First Author: D.Sen INDIA

Co Author(s):                                 

Abstract Details


Retinopathy of prematurity (ROP) is a leading cause of childhood blindness throughout the world. The disease mainly affects preterm infants of very low birth weight and occurs when abnormal blood vessels grow and spread throughout the retina. Aggressive Posterior ROP (APROP) is a rapidly progressive form that often results in retinal detachment without passing through the intervening stages. Intravitreal ranibizumab combined with laser therapy (gold standard) offers promising results especially in developing countries where high risks babies are aplenty and patient follow up is an issue.
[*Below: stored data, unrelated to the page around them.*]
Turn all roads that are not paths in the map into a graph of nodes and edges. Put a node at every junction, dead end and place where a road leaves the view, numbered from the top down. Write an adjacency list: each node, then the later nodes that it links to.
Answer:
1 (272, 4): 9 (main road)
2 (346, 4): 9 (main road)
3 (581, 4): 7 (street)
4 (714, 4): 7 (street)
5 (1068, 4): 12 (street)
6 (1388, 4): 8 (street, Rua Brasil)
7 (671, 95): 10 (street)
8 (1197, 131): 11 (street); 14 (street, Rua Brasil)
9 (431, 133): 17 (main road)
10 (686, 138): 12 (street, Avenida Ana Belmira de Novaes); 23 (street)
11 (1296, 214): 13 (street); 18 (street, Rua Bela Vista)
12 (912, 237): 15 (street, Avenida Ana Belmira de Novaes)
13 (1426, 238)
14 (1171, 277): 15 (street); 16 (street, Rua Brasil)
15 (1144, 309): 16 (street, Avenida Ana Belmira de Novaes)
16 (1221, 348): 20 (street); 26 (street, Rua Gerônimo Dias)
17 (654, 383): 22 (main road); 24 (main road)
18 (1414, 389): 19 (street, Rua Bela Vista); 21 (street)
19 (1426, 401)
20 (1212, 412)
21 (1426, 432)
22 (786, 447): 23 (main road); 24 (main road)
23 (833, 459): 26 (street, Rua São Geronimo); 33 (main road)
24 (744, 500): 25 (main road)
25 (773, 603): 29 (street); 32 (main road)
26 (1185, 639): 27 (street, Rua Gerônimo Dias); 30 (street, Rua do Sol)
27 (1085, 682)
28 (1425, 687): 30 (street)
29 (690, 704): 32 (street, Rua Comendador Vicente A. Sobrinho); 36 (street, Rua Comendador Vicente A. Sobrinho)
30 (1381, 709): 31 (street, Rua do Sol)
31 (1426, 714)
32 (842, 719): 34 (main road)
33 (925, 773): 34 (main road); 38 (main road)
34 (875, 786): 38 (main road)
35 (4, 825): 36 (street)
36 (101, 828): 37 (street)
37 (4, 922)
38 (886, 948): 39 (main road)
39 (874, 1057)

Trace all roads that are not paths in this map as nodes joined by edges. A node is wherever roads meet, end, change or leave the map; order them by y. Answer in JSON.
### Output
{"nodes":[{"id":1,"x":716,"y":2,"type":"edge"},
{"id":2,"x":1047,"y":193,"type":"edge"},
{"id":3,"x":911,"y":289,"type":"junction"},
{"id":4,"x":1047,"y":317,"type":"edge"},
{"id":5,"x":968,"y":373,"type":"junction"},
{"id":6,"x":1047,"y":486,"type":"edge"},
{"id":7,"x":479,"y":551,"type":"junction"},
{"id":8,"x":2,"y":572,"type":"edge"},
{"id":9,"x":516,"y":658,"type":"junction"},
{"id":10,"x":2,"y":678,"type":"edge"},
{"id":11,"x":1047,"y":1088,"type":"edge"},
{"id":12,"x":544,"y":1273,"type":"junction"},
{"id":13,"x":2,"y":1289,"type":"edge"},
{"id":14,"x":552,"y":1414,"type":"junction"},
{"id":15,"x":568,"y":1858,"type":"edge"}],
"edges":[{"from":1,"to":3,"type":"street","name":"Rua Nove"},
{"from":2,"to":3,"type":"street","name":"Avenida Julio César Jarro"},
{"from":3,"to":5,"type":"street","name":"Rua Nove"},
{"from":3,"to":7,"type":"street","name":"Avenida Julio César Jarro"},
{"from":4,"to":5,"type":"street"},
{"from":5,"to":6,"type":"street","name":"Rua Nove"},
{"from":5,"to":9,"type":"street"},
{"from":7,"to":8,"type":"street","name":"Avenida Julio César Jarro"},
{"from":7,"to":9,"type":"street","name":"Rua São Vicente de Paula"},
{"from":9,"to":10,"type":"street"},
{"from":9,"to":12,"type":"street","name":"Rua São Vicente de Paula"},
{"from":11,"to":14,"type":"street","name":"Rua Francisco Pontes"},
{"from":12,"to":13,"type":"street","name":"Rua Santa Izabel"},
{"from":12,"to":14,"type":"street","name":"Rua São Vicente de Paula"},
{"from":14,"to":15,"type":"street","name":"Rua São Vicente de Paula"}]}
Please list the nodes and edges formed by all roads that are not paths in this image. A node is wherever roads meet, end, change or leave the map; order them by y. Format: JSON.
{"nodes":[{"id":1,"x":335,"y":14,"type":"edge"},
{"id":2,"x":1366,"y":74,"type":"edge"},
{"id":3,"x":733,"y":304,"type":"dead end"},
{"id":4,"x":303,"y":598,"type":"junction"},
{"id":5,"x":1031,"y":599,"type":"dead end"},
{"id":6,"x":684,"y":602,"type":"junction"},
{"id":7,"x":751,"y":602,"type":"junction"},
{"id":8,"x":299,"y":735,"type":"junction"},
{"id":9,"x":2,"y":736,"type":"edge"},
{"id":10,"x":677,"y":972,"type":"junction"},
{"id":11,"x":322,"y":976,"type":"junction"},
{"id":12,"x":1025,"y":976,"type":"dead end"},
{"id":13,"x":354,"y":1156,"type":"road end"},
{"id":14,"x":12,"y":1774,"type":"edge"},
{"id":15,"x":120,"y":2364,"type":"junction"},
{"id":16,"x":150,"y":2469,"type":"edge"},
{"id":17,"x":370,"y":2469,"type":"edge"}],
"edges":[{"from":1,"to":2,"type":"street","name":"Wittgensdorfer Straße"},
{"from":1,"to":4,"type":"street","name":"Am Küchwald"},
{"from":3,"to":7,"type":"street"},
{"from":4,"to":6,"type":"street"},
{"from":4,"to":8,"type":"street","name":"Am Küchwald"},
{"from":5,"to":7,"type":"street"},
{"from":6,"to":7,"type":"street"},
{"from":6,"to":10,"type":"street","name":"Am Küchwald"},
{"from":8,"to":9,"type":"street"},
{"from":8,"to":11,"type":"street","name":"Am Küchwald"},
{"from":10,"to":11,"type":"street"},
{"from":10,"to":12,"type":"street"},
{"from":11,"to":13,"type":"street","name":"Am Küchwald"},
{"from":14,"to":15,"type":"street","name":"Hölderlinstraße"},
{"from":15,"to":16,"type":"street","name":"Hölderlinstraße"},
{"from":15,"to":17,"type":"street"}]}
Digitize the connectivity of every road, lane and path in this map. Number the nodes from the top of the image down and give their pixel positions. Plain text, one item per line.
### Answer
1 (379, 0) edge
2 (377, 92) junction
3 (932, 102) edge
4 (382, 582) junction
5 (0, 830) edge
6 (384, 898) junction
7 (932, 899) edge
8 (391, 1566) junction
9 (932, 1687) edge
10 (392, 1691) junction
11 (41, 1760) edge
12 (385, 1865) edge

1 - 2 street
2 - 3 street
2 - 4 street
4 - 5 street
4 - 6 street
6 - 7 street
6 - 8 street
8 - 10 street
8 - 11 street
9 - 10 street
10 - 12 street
Neonatal ICU in SSKM Hospital, a government tertiary care centre, Kolkata, India


This is a retrospective analysis of infants who were diagnosed with APROP with the help of binocular indirect ophthalmoscopy and subsequently treated with intravitreal injections of ranibizumab withing 24 hours of diagnosis. This was followed by laser photoablation of avascular retina after 5-7 days of injections irrespective of the response to ranibizumab. The infants were then followed up every 5-6 days until ROP regressed. Retreatment was given to recurrence of disease with laser therapy. The main outcome measures were recurrence rate and complication rate. Any treatment was conferred after obtaining a written informed consent from the parents of guardians. The statistical analysis was done using Microsoft Excel software and inbuilt statistical tools.


In total, 42 eyes (21 consecutive babies) with APROP were included in the study. The mean GA and BW at the time of initial treatment were 29.5 weeks and 1115 g respectively. One eye (2.4%) developed endophthalmitis following injection. None developed cataract. 1 infant developed RD (2.4%) for which surgical management was done. 4 cases developed recurrence (9.5%) for which a fill in laser was done and only 1 progressed to RD (as discussed earlier). 6 eyes (14.2%) developed a transient anterior uveitis and 2 (4.76%) developed macular ectopia. 3 babies (7.14%) had neurological delays which could be a coincidental finding. No systemic side effects were noticed.


Laser treatment is a cumbersome process and may be difficult in poorly dilating pupils. Also, most of the babies in developing countries present late with severe APROP and effect of laser may take some time before VEGF levels are brought down. Such complicated cases can be treated with ranibizumab injections first. However, ranibizumab therapy alone may leave the peripheral retina poorly vascularised and the patient needs to be followed up for a long time to ensure there is no recurrence of disease or RD. This is, more often than not, difficult in countries like India where patient compliance and follow up is a big uncertainty. Treating severe cases with a combined approach not only makes the laser easier, it also gives the ophthalmologist time to reassess the baby and decide on the course of therapy. Also, recurrence rates and rates of developing RD seem to be lower than single approach in severe cases of APROP. The cost of ranibizumab is a concern though and the Government of West Bengal has started providing it free of cost to aide in this regard. The future looks bright.